RECORD EXTRACTS
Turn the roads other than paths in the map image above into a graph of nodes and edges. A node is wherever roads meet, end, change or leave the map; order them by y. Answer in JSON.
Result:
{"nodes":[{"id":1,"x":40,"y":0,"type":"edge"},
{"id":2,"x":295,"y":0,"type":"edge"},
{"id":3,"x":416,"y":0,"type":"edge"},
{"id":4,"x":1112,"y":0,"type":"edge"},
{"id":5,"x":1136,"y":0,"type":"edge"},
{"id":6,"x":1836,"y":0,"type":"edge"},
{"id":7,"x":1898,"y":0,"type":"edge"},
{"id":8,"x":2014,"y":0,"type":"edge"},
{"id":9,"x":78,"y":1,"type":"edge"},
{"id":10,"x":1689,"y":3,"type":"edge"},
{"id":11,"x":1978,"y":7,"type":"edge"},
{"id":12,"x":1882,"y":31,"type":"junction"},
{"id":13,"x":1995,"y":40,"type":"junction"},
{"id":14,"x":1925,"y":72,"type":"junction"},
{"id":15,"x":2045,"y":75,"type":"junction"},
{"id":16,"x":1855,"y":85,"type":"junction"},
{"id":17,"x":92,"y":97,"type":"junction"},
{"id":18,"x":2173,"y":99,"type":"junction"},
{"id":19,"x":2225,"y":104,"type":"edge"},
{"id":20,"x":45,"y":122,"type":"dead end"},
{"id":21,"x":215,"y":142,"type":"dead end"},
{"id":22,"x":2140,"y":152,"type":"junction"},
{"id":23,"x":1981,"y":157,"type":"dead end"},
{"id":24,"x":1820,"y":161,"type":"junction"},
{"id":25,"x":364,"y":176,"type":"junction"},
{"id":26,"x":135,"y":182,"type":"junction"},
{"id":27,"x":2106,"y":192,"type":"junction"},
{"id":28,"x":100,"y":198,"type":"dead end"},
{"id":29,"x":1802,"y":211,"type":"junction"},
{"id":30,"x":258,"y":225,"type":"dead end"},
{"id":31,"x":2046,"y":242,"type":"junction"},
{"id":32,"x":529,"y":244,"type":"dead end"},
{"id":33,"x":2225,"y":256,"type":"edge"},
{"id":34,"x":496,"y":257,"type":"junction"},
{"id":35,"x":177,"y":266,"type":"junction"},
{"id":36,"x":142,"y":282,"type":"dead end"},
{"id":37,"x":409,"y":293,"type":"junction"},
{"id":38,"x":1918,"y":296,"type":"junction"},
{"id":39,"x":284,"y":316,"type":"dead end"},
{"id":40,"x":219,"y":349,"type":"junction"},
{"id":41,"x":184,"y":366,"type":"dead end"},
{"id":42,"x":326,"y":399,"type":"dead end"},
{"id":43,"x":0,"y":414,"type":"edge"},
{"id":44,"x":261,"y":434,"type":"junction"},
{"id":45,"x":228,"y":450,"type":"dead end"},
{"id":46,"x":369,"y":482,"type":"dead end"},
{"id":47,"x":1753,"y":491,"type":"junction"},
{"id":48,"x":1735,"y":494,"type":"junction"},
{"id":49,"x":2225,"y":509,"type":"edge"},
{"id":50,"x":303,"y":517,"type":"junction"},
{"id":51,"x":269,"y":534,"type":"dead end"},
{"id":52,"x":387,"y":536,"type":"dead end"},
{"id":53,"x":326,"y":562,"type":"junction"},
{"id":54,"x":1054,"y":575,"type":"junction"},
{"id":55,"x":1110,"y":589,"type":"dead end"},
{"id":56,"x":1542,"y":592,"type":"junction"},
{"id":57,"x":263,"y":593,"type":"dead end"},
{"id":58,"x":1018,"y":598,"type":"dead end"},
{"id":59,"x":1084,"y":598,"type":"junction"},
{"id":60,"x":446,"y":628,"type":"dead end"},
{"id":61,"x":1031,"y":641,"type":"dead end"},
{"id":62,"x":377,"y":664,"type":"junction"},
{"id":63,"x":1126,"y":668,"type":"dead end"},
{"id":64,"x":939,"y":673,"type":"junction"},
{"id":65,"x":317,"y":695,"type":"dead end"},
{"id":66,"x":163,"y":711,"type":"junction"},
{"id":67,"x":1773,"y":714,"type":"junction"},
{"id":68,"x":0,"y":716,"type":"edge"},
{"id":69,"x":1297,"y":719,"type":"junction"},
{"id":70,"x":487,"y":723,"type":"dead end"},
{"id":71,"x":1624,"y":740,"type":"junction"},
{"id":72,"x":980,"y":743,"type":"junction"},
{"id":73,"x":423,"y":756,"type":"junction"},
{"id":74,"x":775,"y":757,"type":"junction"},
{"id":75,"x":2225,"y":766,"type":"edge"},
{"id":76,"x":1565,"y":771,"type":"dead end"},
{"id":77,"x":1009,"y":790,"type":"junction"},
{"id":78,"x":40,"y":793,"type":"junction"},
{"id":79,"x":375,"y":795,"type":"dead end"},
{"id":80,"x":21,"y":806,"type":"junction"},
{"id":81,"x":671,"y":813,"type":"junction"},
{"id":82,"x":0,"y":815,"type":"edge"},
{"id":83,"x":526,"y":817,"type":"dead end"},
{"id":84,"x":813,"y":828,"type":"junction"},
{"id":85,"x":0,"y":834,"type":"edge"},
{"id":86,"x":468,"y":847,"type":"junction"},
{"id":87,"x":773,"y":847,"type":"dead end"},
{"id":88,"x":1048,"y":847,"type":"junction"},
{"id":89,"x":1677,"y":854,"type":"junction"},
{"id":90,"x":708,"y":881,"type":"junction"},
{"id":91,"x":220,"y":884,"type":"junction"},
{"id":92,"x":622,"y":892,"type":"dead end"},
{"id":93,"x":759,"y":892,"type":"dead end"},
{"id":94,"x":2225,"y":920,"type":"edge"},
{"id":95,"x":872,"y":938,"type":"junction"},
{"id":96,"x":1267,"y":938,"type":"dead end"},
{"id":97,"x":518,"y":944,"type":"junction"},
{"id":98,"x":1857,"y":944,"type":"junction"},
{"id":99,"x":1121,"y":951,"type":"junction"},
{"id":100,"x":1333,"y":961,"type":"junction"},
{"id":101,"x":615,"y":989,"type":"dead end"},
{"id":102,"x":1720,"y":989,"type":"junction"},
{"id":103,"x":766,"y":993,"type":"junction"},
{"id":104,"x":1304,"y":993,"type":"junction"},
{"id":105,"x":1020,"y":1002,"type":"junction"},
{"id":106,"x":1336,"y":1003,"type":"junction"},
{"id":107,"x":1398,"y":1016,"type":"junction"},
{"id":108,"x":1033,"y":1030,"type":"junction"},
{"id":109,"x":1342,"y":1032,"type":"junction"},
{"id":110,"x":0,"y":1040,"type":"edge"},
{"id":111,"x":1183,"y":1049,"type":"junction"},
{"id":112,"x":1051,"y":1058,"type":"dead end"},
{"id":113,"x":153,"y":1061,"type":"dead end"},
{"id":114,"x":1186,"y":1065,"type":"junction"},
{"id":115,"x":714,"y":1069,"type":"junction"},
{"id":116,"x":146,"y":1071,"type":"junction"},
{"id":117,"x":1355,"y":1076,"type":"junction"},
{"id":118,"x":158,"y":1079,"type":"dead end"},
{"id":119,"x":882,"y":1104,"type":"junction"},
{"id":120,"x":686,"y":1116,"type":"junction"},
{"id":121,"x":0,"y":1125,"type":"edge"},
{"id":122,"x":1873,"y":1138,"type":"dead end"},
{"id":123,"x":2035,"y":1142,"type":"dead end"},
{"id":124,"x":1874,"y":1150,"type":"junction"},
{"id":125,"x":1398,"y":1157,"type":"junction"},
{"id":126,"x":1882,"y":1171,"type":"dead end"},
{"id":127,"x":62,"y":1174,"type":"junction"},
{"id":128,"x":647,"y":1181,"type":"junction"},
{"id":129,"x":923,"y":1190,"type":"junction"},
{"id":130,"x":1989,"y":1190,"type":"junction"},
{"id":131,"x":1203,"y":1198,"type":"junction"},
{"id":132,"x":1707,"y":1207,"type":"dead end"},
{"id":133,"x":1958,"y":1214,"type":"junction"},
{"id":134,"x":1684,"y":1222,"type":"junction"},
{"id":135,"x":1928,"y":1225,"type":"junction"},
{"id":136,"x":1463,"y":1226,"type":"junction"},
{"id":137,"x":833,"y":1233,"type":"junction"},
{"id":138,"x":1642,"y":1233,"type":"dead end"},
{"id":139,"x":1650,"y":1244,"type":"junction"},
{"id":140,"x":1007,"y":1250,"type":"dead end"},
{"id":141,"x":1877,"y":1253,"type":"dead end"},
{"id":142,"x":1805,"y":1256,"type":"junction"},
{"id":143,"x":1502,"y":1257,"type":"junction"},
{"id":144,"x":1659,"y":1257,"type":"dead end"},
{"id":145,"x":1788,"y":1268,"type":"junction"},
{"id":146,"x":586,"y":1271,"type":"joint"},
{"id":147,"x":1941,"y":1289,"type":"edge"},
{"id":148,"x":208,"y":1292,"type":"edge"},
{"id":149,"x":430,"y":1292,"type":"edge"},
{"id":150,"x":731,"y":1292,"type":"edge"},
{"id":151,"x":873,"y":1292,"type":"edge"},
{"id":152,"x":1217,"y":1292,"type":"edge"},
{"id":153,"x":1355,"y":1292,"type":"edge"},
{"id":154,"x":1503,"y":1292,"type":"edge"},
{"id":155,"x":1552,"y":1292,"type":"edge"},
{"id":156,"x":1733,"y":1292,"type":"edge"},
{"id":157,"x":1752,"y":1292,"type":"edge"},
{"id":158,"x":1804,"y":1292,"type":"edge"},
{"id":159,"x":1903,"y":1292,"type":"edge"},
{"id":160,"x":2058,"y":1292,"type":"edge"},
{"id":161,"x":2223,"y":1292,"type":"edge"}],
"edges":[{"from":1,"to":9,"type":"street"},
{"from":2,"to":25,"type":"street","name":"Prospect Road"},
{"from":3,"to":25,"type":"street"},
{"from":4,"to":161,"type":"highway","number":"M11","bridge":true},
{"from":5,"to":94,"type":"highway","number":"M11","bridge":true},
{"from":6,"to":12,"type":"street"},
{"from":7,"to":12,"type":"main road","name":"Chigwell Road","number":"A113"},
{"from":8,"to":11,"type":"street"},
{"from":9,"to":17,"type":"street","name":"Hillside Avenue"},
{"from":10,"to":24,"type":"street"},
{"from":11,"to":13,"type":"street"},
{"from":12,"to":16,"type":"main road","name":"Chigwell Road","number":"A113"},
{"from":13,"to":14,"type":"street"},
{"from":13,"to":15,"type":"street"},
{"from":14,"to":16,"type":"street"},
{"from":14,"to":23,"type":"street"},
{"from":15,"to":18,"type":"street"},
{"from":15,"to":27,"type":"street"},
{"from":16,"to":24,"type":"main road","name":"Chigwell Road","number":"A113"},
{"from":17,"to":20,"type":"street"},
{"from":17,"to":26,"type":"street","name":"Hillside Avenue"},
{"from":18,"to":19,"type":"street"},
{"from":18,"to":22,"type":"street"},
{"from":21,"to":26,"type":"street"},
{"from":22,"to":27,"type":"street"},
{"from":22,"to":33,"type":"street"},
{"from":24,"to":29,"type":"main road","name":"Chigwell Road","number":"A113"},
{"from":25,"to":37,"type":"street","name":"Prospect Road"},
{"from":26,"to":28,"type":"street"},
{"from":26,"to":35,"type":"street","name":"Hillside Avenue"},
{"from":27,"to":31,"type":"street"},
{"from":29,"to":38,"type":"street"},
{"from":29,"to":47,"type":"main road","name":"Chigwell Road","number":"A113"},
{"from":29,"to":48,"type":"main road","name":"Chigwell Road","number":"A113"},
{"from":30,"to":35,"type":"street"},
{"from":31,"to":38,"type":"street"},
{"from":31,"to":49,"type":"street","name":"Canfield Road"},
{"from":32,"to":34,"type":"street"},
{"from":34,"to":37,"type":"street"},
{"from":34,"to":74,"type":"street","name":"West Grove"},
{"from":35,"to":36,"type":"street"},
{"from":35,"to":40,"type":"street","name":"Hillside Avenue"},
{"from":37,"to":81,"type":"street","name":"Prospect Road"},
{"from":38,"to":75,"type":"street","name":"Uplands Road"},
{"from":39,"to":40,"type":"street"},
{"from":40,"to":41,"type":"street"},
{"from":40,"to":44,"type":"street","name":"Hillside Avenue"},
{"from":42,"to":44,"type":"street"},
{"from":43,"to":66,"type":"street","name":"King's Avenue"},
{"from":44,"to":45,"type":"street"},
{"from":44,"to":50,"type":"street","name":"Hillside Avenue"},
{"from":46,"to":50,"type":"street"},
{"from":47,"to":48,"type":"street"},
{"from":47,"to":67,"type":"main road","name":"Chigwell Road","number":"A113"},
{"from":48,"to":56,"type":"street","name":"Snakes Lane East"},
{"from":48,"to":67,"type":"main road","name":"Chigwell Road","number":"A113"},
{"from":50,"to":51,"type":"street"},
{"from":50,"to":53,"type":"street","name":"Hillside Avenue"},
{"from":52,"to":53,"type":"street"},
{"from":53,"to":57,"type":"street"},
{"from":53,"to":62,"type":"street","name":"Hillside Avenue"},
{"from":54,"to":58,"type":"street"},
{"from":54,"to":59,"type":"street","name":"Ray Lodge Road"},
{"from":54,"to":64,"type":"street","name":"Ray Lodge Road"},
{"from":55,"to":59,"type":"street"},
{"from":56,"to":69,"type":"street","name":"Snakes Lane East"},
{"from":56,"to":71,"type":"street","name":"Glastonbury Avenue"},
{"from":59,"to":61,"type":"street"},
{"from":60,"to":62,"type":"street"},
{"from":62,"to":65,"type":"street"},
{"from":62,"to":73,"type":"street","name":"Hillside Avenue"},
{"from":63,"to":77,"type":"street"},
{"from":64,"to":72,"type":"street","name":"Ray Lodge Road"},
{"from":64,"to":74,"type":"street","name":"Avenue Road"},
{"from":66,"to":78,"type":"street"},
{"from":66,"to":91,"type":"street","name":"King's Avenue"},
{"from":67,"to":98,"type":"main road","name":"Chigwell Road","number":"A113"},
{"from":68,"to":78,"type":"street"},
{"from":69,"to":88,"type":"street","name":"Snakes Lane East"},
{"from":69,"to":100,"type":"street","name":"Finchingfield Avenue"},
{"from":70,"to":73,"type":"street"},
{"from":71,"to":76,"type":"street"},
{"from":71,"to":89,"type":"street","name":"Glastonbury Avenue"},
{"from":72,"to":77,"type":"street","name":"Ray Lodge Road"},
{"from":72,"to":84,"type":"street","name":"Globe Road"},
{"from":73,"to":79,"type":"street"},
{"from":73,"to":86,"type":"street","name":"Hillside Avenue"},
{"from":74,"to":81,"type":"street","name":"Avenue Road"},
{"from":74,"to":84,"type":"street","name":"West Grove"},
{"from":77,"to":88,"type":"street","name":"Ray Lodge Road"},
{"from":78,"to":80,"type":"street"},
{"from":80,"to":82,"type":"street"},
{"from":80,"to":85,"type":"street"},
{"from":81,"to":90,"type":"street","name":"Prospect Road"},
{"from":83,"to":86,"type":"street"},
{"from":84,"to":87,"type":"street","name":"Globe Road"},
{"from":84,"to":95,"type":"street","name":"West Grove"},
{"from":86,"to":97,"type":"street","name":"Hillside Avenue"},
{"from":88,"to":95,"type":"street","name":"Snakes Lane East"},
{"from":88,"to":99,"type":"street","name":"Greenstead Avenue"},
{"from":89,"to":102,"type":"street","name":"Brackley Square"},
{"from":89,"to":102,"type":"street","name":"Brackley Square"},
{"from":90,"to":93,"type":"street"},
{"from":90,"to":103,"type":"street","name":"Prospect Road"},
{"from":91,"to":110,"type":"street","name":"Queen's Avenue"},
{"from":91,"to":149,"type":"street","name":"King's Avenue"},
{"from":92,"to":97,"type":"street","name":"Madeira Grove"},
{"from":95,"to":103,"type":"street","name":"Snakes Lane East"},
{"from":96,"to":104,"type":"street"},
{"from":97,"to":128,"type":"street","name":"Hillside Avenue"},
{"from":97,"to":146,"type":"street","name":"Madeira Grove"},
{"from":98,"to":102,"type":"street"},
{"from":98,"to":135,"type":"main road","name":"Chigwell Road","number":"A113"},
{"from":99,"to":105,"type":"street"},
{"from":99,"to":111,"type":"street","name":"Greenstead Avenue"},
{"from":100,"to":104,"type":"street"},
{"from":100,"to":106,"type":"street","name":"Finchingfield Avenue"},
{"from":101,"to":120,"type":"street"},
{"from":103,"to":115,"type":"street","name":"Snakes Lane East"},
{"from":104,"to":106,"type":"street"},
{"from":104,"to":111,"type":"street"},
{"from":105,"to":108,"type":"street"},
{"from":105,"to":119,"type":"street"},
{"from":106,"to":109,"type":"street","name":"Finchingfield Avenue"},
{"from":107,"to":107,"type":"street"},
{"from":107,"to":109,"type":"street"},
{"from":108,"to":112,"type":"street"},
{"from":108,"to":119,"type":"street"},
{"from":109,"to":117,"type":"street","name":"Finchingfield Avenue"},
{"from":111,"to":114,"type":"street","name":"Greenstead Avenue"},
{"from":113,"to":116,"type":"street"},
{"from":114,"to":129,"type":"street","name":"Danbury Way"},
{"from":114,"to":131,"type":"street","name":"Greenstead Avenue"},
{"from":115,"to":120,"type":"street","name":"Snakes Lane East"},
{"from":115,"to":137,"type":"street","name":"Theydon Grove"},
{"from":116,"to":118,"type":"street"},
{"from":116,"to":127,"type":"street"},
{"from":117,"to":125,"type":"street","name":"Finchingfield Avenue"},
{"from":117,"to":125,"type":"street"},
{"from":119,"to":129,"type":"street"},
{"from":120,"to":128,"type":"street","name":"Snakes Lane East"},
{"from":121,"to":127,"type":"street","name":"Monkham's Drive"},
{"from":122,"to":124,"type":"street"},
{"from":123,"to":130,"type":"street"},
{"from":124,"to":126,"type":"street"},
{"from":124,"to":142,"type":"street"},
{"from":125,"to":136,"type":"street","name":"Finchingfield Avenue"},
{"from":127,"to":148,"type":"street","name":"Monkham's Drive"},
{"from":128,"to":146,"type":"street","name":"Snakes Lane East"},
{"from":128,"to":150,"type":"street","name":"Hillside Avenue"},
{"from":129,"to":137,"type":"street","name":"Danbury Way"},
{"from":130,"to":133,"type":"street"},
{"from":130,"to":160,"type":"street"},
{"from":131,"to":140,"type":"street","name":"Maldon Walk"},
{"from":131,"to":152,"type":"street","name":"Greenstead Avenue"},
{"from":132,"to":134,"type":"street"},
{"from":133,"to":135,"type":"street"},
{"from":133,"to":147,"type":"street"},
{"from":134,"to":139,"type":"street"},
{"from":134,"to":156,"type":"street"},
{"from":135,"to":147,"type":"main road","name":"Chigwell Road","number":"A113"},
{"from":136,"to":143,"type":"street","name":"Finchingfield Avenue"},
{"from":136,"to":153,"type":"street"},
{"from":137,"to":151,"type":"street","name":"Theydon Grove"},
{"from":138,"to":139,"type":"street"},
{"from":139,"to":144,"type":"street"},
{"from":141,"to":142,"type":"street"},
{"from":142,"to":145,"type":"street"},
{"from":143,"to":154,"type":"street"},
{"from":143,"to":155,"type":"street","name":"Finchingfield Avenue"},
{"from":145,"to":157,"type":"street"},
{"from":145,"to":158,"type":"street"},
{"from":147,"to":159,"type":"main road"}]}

TASK DIRECTIONS
The answer must be a single number: the count of lines above that contain the word "Drive".

TASK RESPONSE
2